For some students hoping to take Moral Reasoning 22, “Justice,” course selection this fall has brought an unexpected lesson: Sometimes, life is just unfair.
With more than 1,000 students enrolled this term, Bass Professor of Government Michael J. Sandel’s long-standing Core course is being capped for the first time in its history.
“Justice” tops the list of most popular courses this fall, according to enrollment figures from the Office of the Registrar’s website.
The second-most popular course, Social Analysis 10, “Principles of Economics,” saw a slight increase in enrollment under the new course head, Beren Professor of Economics N. Gregory Mankiw. Ec 10 currently has 692 students enrolled, compared with 638 last fall—the final year in which Baker Professor of Economics Martin S. Feldstein ’61 taught the course.
The new foundational science course Life Sciences 1a, “An Integrated Introduction to the Life Sciences: Chemistry, Molecular Biology, and Cell Biology,” has the third-highest enrollment with 482 students.
While this year is not the first in which “Justice” is the largest course, the 1,028 students currently taking the class gives the highest enrollment figure yet. In the fall of 2003, when the course was last offered, 902 students enrolled.
With Sanders Theatre overflowing and sections filled, “Justice” teaching fellows are maintaining a wait list as they try to find room for more students.
Sandel said he thinks a large class size sparks more lively debate.
“One advantage of a large class is that students share a common intellectual experience. Discussions of John Stuart Mill and Immanuel Kant spill out of Sanders Theater into the Houses and dining halls,” he wrote in an e-mail.

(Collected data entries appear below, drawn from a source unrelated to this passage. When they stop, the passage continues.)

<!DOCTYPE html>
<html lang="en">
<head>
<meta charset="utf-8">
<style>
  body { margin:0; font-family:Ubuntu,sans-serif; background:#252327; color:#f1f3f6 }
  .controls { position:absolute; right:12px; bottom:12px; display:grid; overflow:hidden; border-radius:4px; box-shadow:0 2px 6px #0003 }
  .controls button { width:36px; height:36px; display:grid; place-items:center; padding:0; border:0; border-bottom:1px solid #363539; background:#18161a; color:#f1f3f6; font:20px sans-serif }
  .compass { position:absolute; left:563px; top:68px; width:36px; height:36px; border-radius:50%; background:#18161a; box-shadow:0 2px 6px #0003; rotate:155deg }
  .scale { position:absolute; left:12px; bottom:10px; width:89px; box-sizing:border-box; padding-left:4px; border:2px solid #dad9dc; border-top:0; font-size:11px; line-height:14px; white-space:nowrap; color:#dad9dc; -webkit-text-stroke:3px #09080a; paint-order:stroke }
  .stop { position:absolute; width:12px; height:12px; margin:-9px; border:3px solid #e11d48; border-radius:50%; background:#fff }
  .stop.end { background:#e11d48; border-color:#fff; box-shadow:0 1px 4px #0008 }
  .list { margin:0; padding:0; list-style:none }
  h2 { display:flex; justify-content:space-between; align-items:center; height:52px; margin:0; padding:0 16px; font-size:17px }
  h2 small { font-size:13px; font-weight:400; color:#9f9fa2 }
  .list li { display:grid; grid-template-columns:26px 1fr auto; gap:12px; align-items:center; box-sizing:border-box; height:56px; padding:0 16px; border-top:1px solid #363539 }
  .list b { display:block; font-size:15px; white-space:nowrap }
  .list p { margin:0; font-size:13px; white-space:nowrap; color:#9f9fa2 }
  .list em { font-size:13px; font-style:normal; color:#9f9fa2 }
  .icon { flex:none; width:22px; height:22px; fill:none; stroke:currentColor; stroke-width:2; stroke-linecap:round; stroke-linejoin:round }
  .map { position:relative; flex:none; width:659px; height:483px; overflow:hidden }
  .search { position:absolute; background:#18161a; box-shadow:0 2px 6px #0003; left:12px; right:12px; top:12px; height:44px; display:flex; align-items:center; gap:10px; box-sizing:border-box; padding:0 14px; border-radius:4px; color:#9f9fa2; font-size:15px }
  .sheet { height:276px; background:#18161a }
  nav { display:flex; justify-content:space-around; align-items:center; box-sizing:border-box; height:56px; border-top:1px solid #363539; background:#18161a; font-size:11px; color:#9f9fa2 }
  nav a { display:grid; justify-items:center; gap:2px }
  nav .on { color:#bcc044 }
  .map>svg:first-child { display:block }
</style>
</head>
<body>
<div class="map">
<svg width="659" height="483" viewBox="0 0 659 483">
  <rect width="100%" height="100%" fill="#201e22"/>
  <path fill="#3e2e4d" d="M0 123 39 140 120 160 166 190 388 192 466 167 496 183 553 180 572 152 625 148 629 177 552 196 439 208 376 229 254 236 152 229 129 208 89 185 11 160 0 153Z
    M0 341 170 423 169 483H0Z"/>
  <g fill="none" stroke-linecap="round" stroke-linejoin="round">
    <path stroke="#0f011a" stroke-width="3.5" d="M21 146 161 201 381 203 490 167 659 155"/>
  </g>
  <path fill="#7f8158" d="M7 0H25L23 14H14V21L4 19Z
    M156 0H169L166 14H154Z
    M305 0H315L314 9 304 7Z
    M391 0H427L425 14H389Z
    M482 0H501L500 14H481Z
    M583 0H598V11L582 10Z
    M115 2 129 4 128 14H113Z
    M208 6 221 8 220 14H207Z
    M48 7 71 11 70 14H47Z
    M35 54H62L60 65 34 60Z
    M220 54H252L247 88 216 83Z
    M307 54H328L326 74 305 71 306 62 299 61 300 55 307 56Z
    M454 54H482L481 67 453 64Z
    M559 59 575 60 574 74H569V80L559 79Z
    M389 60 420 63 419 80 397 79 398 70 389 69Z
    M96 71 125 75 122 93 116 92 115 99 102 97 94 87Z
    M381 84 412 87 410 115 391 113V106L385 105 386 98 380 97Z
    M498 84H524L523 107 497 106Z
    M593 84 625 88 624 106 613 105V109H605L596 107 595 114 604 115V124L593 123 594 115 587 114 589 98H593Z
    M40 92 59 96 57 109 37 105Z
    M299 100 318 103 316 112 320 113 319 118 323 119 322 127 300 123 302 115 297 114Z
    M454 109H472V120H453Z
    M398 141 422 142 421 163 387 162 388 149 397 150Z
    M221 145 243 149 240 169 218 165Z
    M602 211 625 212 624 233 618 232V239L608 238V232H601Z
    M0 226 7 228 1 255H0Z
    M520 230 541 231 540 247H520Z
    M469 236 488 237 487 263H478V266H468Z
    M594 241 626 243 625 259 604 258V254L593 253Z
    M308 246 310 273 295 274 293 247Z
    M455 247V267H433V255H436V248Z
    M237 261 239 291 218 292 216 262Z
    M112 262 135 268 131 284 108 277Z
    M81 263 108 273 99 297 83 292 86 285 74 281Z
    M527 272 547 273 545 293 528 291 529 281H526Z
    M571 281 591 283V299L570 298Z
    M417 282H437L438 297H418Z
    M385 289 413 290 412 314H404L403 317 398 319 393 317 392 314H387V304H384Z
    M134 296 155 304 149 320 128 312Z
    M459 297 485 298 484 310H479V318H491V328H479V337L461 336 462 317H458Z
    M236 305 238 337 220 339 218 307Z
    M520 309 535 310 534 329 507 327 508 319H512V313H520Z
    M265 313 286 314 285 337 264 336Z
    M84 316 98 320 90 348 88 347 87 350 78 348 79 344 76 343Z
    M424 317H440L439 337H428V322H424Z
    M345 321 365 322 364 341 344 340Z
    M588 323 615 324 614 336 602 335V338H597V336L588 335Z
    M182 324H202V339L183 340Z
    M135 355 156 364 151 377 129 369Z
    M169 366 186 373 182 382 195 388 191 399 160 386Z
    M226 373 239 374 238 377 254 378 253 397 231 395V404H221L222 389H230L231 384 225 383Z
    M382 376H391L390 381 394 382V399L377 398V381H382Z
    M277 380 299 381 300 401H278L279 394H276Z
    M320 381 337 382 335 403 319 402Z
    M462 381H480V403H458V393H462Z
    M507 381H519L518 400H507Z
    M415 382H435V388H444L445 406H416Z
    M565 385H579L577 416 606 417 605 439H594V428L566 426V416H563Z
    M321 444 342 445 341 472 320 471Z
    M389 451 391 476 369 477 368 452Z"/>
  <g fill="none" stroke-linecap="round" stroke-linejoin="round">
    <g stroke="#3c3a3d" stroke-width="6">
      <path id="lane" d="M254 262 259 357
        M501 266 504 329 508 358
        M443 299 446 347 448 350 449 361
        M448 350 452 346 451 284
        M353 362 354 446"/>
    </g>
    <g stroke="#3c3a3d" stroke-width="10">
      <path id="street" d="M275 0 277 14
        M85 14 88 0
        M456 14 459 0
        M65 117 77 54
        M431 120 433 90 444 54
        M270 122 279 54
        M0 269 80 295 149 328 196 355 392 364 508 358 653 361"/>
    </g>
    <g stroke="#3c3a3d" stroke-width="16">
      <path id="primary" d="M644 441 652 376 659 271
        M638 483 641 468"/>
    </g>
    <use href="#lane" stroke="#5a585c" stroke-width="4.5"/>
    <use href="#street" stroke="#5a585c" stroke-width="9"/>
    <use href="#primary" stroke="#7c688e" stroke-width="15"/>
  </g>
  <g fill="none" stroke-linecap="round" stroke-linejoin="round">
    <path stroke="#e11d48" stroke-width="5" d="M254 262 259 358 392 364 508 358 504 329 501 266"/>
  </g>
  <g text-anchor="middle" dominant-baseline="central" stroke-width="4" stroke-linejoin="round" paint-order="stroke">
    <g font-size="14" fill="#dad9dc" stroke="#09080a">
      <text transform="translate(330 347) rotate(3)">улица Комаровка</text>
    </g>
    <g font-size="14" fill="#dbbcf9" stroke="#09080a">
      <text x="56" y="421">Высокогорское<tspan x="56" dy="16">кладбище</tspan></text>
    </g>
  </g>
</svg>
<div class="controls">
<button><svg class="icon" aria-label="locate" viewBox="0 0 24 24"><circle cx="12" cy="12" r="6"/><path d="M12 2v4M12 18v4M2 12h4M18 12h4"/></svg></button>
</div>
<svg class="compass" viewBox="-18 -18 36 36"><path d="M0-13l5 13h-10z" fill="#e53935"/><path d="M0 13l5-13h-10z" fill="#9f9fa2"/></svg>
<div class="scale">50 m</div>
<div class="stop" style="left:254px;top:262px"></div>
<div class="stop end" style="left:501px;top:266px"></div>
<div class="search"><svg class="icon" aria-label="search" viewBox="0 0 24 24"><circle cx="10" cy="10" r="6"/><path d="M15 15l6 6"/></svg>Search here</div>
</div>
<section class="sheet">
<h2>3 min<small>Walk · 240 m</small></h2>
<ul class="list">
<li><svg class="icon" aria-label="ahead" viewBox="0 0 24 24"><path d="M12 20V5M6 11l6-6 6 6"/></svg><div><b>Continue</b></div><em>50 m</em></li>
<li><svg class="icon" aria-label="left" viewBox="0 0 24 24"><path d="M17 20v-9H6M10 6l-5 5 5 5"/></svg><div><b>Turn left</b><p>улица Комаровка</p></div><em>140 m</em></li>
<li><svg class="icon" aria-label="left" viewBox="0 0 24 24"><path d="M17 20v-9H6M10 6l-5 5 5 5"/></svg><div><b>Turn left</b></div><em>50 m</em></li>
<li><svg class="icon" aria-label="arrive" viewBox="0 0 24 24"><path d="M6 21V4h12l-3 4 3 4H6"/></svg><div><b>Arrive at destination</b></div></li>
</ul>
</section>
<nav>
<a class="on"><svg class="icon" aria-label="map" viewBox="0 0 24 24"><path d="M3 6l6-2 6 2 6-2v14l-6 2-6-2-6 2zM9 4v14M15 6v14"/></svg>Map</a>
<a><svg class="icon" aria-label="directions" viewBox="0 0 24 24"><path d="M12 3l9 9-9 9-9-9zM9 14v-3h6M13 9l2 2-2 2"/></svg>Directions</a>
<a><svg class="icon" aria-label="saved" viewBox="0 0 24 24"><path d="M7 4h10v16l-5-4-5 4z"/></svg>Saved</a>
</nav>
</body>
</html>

To ensure that these intellectual discussions can take place, Sandel poses questions to the lecture hall and offers students a chance to respond.
This year a “Justice Blog” was created on the course website to allow students to voice their opinions on a message board that Brian P. Fiske ’07, a student in the course, compares to “one huge thousand-person section.”
Even though “Justice” is larger than ever, students who made it in under the cap said they didn’t feel overwhelmed by the crowd.
“Even though it is very big, I think Sandel does a really good job at allowing some level of participation during lecture,” said Sara F. Eckhouse ’06.
“It’s the biggest class at Harvard for a reason,” added Fiske. “Sandel is a great lecturer. He guides the students very well and gets what he wants from them.”
The “Justice Blog” is just one tool large courses are employing this fall to maintain student interaction.
Science A-47, “Cosmic Connections,” the fourth largest course with 335 students, uses Personal Response Systems (PRS) to involve students in the lectures.
These gadgets allow students to “click in” their answers to questions posed by Assistant Professor of Astronomy David Charbonneau.
By using this system, Charbonneau said he can ensure that students are staying up-to-date on the reading and mastering the basic principles of physics.
“It also keeps the level of energy up in the lectures quite a bit,” he said.
Kristen H. Tracey ’08, a student in the course, agreed.
“It makes us feel more responsible for coming to lecture and keeping up with the material,” she said.
But in Life Sciences 1a, some students said they were frustrated by the large size.
Saachi Sachdev ’09, who enrolled in the course to begin to fulfill pre-med requirements, said of the size that it “definitely is kind of unsettling and a little disappointing.”